Most performance reviews cover areas of improvement in some form. A manager mentions that an employee needs to work on communication, time management, or following through on tasks. The employee nods. The review ends. Three months later, nothing has changed.

The feedback is rarely the problem. The problem is that most review processes stop at the conversation. Employee improvement requires more than a note in a form. It requires a clear development goal, a timeline, a check-in, and someone who owns the follow-through.

This guide gives managers a practical reference for 20 common areas of improvement at work, with ready-to-use examples for each one. It also covers how HR teams can build the process behind those conversations so that employee development actually happens between review cycles, not just during them.

What are the areas of improvement at work?

Areas of improvement are specific skills, behaviors, or performance patterns where an employee has a clear opportunity to develop. They are most useful when tied to observable behavior, linked to business impact, and paired with a concrete next step.

The term covers a wide range of employee development areas. 
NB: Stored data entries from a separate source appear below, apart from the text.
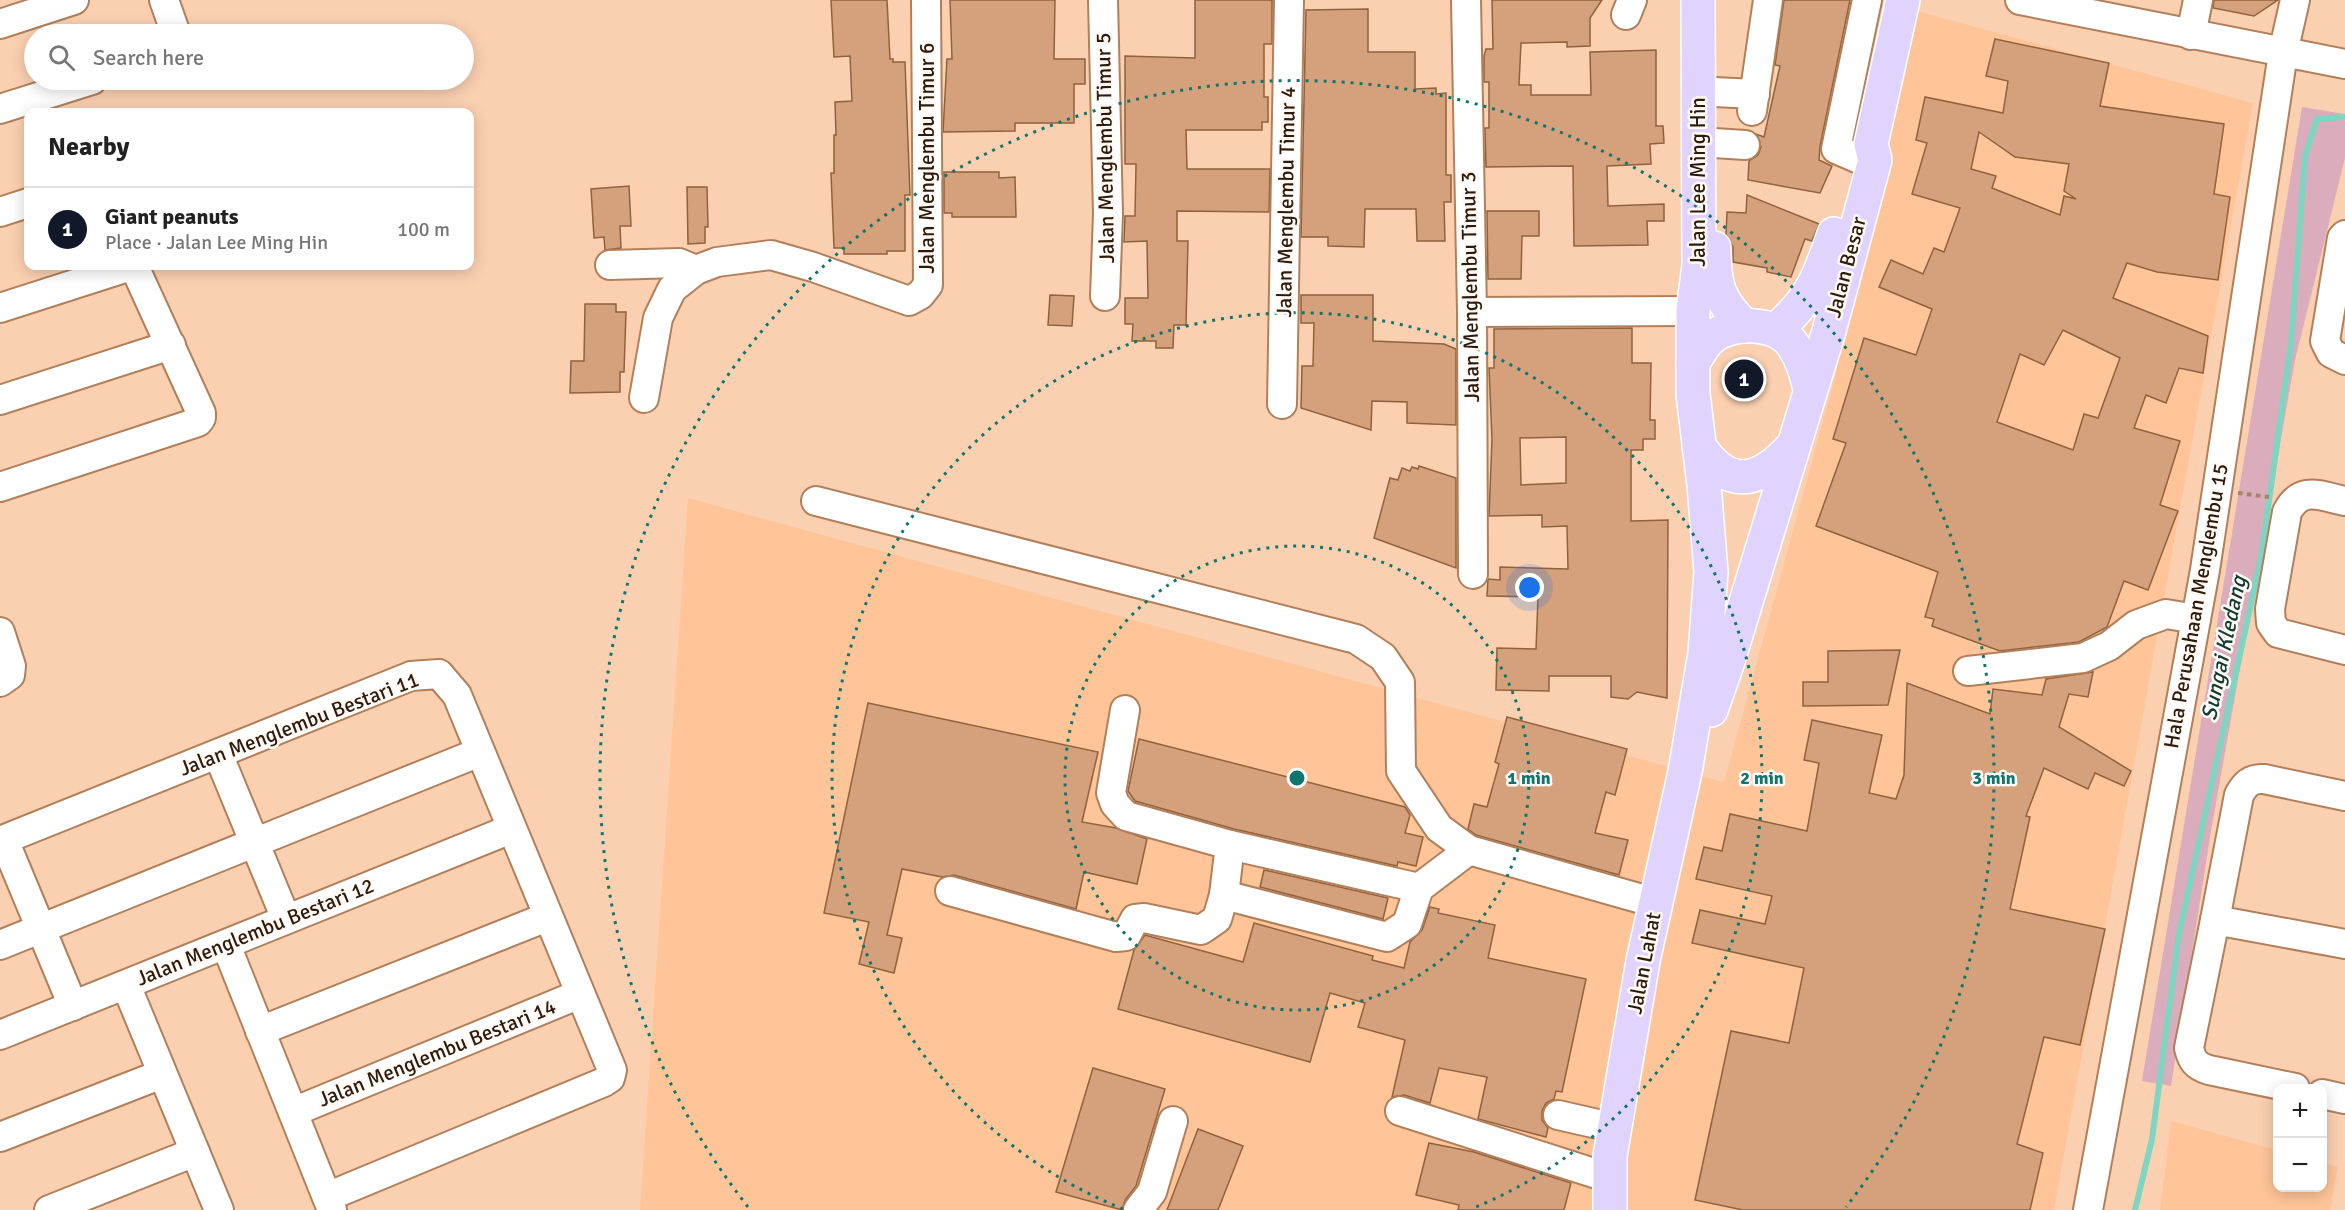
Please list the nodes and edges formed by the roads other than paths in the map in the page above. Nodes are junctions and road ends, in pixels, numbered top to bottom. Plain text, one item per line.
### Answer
1 (74, 0) edge
2 (164, 0) edge
3 (926, 0) edge
4 (1103, 0) edge
5 (1289, 0) edge
6 (1466, 0) edge
7 (1698, 0) edge
8 (1715, 0) edge
9 (1768, 0) edge
10 (1867, 0) edge
11 (1903, 0) edge
12 (2023, 0) edge
13 (2198, 0) edge
14 (2295, 0) edge
15 (2110, 9) edge
16 (0, 24) edge
17 (172, 24) edge
18 (2191, 35) junction
19 (2283, 53) junction
20 (2345, 64) edge
21 (76, 90) edge
22 (1714, 92) junction
23 (57, 102) edge
24 (0, 109) edge
25 (1865, 152) junction
26 (24, 204) edge
27 (0, 212) edge
28 (2345, 235) edge
29 (610, 265) dead end
30 (119, 270) edge
31 (134, 270) edge
32 (696, 270) junction
33 (1105, 296) dead end
34 (0, 308) edge
35 (1693, 311) junction
36 (1472, 312) junction
37 (1761, 328) junction
38 (171, 345) junction
39 (2345, 360) edge
40 (1693, 363) junction
41 (1810, 389) junction
42 (644, 398) dead end
43 (0, 400) edge
44 (1282, 404) dead end
45 (1699, 446) junction
46 (1793, 446) junction
47 (0, 487) edge
48 (816, 501) dead end
49 (2345, 501) edge
50 (1473, 574) dead end
51 (2196, 619) junction
52 (0, 632) edge
53 (2345, 650) edge
54 (1968, 671) dead end
55 (6, 674) edge
56 (1125, 710) dead end
57 (480, 752) junction
58 (218, 754) junction
59 (1685, 772) junction
60 (2345, 796) edge
61 (511, 829) junction
62 (2, 841) edge
63 (255, 843) junction
64 (1230, 845) junction
65 (1469, 850) junction
66 (1419, 888) junction
67 (950, 891) dead end
68 (1224, 895) junction
69 (1656, 903) junction
70 (547, 916) junction
71 (286, 919) junction
72 (2215, 920) junction
73 (41, 929) junction
74 (2345, 944) edge
75 (0, 945) edge
76 (226, 945) junction
77 (126, 985) junction
78 (580, 994) junction
79 (72, 1006) junction
80 (260, 1031) junction
81 (0, 1035) edge
82 (162, 1074) junction
83 (2273, 1084) edge
84 (2327, 1095) edge
85 (2345, 1099) edge
86 (1400, 1111) dead end
87 (293, 1112) junction
88 (1558, 1115) dead end
89 (1173, 1121) dead end
90 (0, 1137) edge
91 (195, 1152) junction
92 (1608, 1153) junction
93 (330, 1204) edge
94 (48, 1210) edge
95 (219, 1210) edge
96 (1138, 1210) edge
97 (1592, 1210) edge
98 (1610, 1210) edge
99 (2088, 1210) edge

1 - 16 street
2 - 17 street
3 - 32 street, Jalan Menglembu Timur 6
4 - 33 street, Jalan Menglembu Timur 5
5 - 44 street, Jalan Menglembu Timur 4
6 - 36 street, Jalan Menglembu Timur 3
7 - 35 main road, Jalan Lee Ming Hin
8 - 22 main road, Jalan Lee Ming Hin
9 - 22 street
10 - 25 street
11 - 25 main road, Jalan Besar
12 - 15 street
13 - 18 street
14 - 19 street, Hala Perusahaan Menglembu 15
15 - 18 street
18 - 19 street
19 - 20 street
19 - 51 street, Hala Perusahaan Menglembu 15
21 - 23 street
22 - 37 main road, Jalan Lee Ming Hin
23 - 24 street
25 - 37 main road, Jalan Besar
25 - 41 main road, Jalan Besar
26 - 27 street
28 - 39 street
29 - 32 street
30 - 34 street
31 - 38 street
32 - 42 street, Jalan Menglembu Timur 6
35 - 36 street
35 - 40 main road, Jalan Lee Ming Hin
36 - 50 street, Jalan Menglembu Timur 3
37 - 40 main road
37 - 41 main road
38 - 43 street
38 - 47 street
40 - 45 main road
41 - 46 main road
45 - 46 main road
45 - 59 main road, Jalan Lahat
46 - 59 main road, Jalan Lahat
48 - 65 street
49 - 53 street
51 - 54 street
51 - 99 street, Hala Perusahaan Menglembu 15
52 - 55 street
56 - 64 street
57 - 58 street, Jalan Menglembu Bestari 11
57 - 61 street, Jalan Menglembu Bestari 11
57 - 63 street
58 - 62 street, Jalan Menglembu Bestari 11
58 - 63 street
59 - 69 main road, Jalan Lahat
60 - 72 street
61 - 70 street, Jalan Menglembu Bestari 11
61 - 71 street, Jalan Menglembu Bestari 12
62 - 73 street
63 - 71 street
63 - 73 street
64 - 66 street
64 - 68 street
65 - 66 street
65 - 69 street
66 - 68 street
67 - 68 street
69 - 92 main road, Jalan Lahat
70 - 78 street, Jalan Menglembu Bestari 11
70 - 80 street
71 - 76 street, Jalan Menglembu Bestari 12
72 - 74 street
72 - 83 street
73 - 75 street
73 - 79 street
76 - 77 street, Jalan Menglembu Bestari 12
76 - 80 street
77 - 79 street, Jalan Menglembu Bestari 12
77 - 82 street
78 - 87 street, Jalan Menglembu Bestari 14
78 - 93 street, Jalan Menglembu Bestari 11
79 - 81 street, Jalan Menglembu Bestari 12
80 - 87 street
82 - 90 street
82 - 91 street
84 - 85 street
86 - 92 street
87 - 93 street
88 - 92 street
89 - 96 street
91 - 94 street
91 - 95 street
92 - 97 main road, Jalan Lahat
92 - 98 main road, Jalan Lahat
A gap might be a technical skills deficit, like an employee who needs stronger data analysis capabilities for a role that increasingly depends on reporting. 

It might be a behavioral pattern, like someone who consistently misses deadlines because they underestimate task complexity. 

Or it might be an interpersonal skills issue, like a manager whose communication style creates friction with their team.

Essential skills for the role, organizational skills, time management skills, leadership skills, problem-solving skills, and conflict resolution skills all fall under this umbrella. So do less-visible gaps, like reluctance to share knowledge, difficulty adapting to new processes, or a pattern of agreeing in meetings and not following through.

What separates useful improvement feedback from vague criticism is specificity. Telling someone they need to communicate better gives them nowhere to start. Telling them that their project updates are too infrequent and that stakeholders are having to chase them for status is something they can act on.

From an HR perspective, identifying skill gaps consistently across the organization is also valuable data. When the same improvement opportunities surface across multiple teams, that signals a need for training programs or structured professional development, not just individual feedback.

20 areas of improvement at work (with examples)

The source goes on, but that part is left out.